__WHAT YOU WILL DO__. Drop the images, then output the listing exactly.

[ENTRIES SUPPLIED]

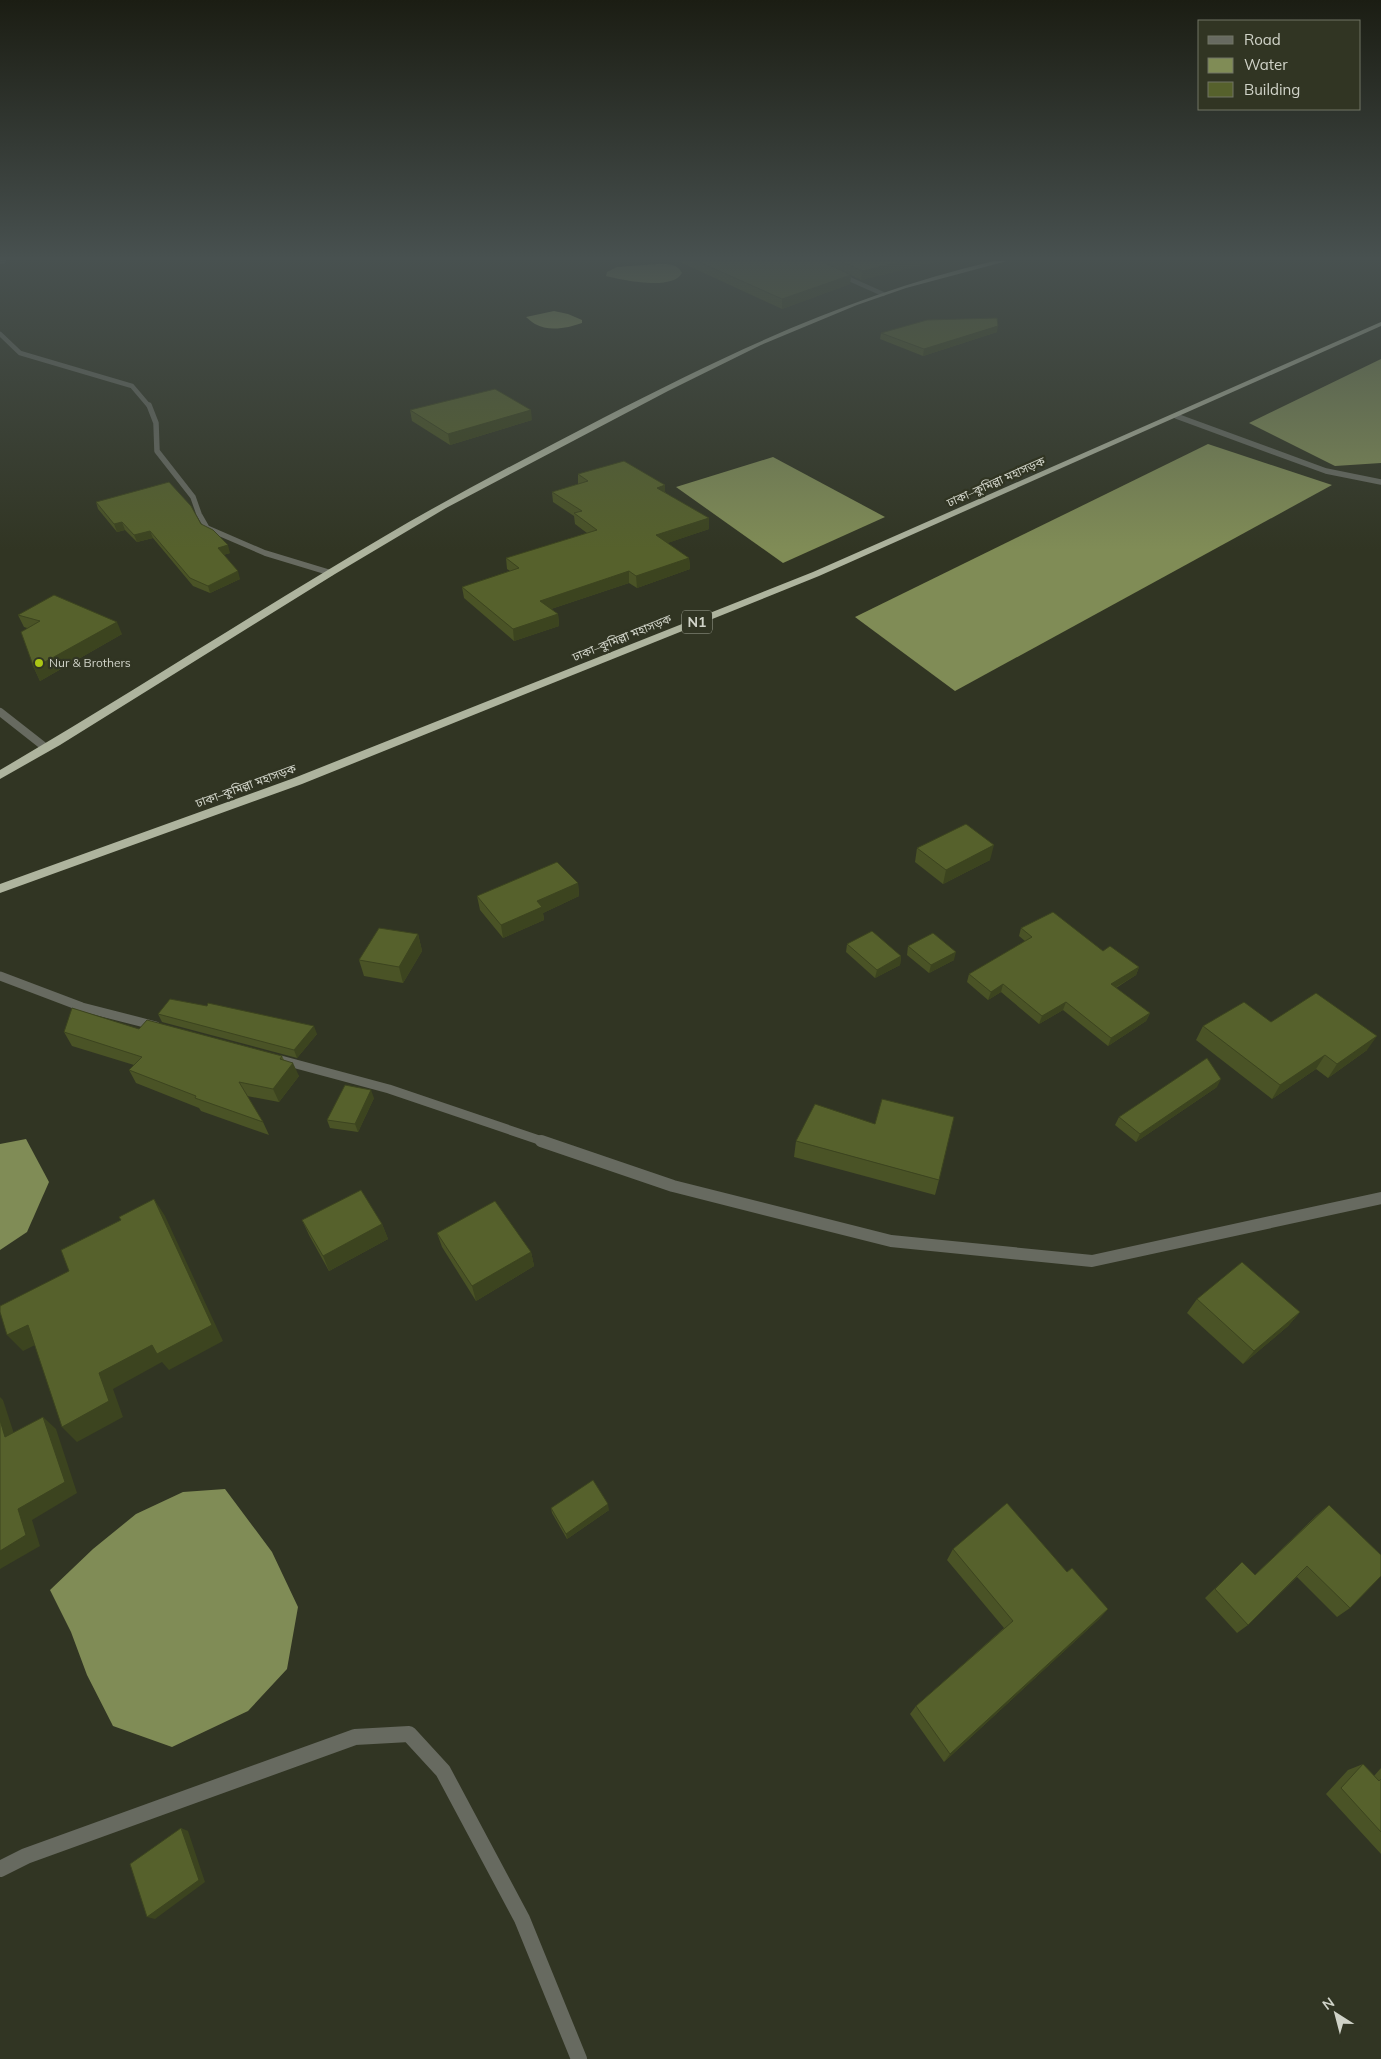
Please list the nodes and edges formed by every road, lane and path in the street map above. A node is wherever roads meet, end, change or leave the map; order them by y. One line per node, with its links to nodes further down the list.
1 (34, 357): 6 (street)
2 (732, 357): 6 (highway)
3 (1307, 357): 4 (highway, ঢাকা–কুমিল্লা মহাসড়ক / N1)
4 (1176, 416): 5 (street); 10 (highway, ঢাকা–কুমিল্লা মহাসড়ক / N1)
5 (1381, 482)
6 (331, 573): 8 (highway)
7 (0, 712): 8 (street)
8 (46, 748): 9 (highway)
9 (0, 775)
10 (0, 889)
11 (0, 976): 12 (street)
12 (168, 1030)
13 (274, 1058): 14 (street)
14 (1381, 1198)
15 (0, 1869): 16 (street)
16 (579, 2059)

[/ENTRIES SUPPLIED]

__ANSWER FOR THE TASK__.
Please list the nodes and edges formed by every road, lane and path in the street map above. A node is wherever roads meet, end, change or leave the map; order them by y. One line per node, with its links to nodes further down the list.
1 (34, 357): 6 (street)
2 (732, 357): 6 (highway)
3 (1307, 357): 4 (highway, ঢাকা–কুমিল্লা মহাসড়ক / N1)
4 (1176, 416): 5 (street); 10 (highway, ঢাকা–কুমিল্লা মহাসড়ক / N1)
5 (1381, 482)
6 (331, 573): 8 (highway)
7 (0, 712): 8 (street)
8 (46, 748): 9 (highway)
9 (0, 775)
10 (0, 889)
11 (0, 976): 12 (street)
12 (168, 1030)
13 (274, 1058): 14 (street)
14 (1381, 1198)
15 (0, 1869): 16 (street)
16 (579, 2059)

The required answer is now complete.